The biggest blow to Packer's circus was delivered in Johannesburg, where 25 of the 28-strong World Cup-winning squad agreed to sign contracts with their union. Only Hennie Le Roux, Christiaan Scholtz and Robby Brink have asked for more time to consider their options. "I met with the players this morning and they have agreed to remain loyal to Sarfu and will not take part in any other organisation. Contractual details are being finalised," Edward Griffiths, Sarfu's chief executive, said.
Earlier in Sydney, the Australian Rugby Football Union board member, Ian Ferrier, said the top Australian players would also reject Packer. "I expect the entire Wallaby squad to be signed up by the middle of next week," he said.
New Zealand players, who are currently in negotiation with their governing body and have been made a sizeable offer, will be watching carefully, and without the leading southern hemisphere players a Packer circus would not seem to be viable. As Ferrier said: "Can you imagine a world contest without Australia, New Zealand or South Africa? It would be a joke."

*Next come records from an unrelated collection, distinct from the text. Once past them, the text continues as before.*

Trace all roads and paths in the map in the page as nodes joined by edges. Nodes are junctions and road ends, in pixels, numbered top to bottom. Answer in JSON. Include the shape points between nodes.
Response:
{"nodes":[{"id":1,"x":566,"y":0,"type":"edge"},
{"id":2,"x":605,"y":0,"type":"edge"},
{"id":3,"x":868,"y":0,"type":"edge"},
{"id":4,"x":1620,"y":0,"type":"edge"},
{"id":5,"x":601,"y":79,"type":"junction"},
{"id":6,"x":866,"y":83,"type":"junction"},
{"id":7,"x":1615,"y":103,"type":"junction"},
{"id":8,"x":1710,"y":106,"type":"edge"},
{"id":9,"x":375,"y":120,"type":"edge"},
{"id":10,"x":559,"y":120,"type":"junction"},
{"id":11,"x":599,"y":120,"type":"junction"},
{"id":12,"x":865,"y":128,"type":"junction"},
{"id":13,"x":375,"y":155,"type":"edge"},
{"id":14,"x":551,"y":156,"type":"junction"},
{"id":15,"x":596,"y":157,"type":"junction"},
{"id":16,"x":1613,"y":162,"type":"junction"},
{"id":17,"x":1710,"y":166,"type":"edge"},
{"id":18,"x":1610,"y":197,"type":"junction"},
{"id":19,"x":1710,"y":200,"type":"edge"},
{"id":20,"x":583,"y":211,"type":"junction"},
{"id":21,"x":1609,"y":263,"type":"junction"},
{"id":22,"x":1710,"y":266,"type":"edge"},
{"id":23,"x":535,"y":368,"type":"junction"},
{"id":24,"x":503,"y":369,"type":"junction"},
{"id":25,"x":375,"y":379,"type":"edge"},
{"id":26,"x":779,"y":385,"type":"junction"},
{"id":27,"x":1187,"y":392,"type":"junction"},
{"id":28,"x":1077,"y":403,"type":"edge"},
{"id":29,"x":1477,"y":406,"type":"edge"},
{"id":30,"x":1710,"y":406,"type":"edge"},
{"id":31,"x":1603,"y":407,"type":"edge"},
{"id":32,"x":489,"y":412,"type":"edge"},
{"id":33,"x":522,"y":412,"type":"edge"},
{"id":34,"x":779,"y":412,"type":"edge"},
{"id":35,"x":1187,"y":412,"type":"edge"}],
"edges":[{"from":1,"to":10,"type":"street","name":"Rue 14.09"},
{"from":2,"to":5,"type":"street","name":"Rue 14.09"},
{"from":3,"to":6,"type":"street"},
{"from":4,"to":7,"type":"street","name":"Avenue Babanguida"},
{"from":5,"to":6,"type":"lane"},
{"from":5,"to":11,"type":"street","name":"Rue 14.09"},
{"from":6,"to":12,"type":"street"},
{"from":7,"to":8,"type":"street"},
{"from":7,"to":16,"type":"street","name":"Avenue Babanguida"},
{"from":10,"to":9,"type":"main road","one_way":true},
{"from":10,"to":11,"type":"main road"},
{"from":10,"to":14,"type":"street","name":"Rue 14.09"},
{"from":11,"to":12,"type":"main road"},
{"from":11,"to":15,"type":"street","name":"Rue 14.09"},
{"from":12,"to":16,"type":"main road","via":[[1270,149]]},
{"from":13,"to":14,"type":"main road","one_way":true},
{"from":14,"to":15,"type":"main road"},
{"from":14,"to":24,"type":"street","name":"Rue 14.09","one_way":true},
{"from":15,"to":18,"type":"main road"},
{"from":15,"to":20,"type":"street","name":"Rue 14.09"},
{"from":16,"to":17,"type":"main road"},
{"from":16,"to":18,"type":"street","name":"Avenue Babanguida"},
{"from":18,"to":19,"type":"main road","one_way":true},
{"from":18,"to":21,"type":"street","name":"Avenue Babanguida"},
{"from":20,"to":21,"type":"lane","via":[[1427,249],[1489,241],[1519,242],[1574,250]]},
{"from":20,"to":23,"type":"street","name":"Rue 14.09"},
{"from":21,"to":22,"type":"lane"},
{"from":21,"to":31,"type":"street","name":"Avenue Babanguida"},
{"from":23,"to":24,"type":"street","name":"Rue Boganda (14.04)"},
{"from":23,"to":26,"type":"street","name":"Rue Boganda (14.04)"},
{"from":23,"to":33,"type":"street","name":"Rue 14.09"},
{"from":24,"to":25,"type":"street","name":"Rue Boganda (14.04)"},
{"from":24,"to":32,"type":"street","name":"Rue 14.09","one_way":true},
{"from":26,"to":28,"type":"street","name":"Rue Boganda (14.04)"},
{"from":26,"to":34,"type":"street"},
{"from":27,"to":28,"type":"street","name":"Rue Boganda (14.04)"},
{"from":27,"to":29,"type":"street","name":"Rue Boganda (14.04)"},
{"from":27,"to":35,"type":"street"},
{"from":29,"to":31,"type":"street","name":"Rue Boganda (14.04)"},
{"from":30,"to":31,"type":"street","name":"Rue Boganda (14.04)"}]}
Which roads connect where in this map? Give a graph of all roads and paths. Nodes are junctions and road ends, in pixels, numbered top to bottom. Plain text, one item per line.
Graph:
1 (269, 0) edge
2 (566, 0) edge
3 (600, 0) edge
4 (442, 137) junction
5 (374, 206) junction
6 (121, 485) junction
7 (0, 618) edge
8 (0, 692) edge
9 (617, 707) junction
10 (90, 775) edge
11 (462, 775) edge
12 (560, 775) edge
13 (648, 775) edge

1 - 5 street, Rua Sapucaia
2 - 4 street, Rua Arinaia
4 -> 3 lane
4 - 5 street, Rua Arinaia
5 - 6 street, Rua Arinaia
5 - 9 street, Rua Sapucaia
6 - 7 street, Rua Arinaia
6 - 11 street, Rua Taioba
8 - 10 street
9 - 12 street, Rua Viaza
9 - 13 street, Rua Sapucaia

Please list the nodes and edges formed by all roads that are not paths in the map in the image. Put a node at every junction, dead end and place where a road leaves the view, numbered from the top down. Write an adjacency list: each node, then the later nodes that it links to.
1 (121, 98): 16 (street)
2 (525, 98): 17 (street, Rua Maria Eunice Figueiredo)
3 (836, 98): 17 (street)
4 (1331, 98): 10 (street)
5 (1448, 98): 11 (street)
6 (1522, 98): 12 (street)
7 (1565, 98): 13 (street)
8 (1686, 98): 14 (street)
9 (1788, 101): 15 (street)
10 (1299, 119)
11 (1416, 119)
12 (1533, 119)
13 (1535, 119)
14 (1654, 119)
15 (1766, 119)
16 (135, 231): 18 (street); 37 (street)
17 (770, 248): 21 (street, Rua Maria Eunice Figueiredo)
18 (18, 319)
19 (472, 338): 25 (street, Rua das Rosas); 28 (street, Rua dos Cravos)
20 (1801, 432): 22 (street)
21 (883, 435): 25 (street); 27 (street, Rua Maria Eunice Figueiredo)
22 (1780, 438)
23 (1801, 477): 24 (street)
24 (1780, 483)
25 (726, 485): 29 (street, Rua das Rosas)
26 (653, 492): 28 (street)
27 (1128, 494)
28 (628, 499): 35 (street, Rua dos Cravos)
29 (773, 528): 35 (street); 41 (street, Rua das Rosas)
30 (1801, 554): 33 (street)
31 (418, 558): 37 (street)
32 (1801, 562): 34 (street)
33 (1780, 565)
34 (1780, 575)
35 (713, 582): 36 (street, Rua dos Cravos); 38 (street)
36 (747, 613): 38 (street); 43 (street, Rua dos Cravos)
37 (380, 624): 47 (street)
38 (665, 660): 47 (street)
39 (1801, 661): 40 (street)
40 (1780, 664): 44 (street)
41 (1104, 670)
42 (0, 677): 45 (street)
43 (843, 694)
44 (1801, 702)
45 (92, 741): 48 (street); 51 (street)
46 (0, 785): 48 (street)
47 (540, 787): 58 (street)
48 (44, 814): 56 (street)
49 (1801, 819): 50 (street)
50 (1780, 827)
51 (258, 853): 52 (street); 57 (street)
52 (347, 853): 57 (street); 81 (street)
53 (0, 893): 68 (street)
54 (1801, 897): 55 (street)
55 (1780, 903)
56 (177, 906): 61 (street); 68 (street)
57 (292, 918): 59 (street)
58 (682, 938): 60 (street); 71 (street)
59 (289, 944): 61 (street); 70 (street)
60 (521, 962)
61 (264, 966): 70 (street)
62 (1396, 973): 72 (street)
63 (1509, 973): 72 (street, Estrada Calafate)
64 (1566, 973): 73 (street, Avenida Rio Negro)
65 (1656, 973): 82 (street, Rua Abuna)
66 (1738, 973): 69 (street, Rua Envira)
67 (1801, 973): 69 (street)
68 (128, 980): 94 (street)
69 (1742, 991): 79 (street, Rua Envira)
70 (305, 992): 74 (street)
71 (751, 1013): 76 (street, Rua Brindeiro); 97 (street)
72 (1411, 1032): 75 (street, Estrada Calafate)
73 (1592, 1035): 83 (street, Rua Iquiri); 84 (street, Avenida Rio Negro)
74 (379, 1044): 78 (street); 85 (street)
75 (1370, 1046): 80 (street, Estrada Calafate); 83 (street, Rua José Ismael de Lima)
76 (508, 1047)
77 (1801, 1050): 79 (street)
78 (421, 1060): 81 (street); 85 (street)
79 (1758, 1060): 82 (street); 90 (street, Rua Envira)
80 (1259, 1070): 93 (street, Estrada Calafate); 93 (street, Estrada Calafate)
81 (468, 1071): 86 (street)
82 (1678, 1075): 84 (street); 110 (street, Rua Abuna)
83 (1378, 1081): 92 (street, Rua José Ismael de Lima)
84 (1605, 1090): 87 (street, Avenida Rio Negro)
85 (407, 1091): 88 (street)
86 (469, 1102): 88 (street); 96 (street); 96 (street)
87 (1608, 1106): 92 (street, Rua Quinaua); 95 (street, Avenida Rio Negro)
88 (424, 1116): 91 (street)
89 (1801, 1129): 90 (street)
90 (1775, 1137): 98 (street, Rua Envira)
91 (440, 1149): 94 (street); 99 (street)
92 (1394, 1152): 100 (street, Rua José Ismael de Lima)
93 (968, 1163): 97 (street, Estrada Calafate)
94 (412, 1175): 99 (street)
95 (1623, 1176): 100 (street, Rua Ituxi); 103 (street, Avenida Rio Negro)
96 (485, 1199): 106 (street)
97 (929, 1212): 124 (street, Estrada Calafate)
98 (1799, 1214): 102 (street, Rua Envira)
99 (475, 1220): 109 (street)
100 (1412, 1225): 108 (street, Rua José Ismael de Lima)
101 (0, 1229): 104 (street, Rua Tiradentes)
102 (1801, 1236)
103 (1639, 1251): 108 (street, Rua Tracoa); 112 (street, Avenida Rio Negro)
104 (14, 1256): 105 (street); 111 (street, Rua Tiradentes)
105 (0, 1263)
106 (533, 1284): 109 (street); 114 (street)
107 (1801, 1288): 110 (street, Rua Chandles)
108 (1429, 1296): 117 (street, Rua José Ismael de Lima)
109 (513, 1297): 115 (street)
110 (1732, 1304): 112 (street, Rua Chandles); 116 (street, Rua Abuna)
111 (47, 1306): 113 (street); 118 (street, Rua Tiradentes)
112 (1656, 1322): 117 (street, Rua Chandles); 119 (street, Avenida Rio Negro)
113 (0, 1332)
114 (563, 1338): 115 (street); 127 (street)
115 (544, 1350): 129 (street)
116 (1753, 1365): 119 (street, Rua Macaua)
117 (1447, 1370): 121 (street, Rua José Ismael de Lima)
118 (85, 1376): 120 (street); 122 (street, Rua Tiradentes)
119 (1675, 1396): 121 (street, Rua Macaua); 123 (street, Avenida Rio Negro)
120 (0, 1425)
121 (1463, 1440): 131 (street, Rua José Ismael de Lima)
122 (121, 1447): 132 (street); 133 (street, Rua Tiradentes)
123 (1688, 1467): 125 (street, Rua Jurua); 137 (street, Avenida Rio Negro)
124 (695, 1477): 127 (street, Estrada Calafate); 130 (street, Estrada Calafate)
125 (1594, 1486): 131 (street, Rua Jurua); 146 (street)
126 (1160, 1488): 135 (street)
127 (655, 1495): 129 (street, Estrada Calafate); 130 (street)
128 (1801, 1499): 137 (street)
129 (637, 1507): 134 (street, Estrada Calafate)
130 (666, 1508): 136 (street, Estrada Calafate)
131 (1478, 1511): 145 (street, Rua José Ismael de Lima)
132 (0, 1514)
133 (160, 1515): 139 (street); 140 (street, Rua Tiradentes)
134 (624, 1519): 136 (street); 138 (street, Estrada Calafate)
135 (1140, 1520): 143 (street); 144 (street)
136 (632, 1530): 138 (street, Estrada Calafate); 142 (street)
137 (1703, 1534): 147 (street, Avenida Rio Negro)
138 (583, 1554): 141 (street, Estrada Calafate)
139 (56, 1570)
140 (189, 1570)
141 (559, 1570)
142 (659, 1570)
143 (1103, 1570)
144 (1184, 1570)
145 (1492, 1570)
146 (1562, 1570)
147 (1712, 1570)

Yesterday's events represent a major victory for Rupert Murdoch, with whom the three southern hemisphere giants have already signed a television deal.
Asked whether South African rugby was now fully professional, Griffiths said: "Until the International Rugby Football Board meeting in August, rugby union remains an amateur game. There is a perception of a two-phase transition with the northern hemisphere lagging behind the southern, but we could not stand by and see South African rugby disintegrate."
The big concern for the players here will be that, once again, they will be left far behind. Dick Best, the director of rugby at Harlequins, tried to allay those fears yesterday. "Roger Looker [the Harlequins chairman] and Peter Wheeler [the president of Leicester] are going to sit down with Sky television and Courage and other interested sponsors to see if they can negotiate a deal with the senior clubs and come up with a way for paying players," he said.
"I don't think we will ever compete with the Packer offer but I think senior players could earn almost as much, and they would also be able to keep their jobs with no burden of commitment such as they will have with a professional circus."
Best is also critical of the RFU for its apparent reluctance to match other governing bodies around the world. "I know there have been upheavals and Tony Hallett [the new secretary] is away, but I think they have been lackadaisical. It's happening in every other country and their unions are going overboard to keep their players."
At club level, the First Division teams are looking to pay their players up to pounds 25,000 per season, and representatives are to meet Rugby Football Union officials next week to try to resolve the issue.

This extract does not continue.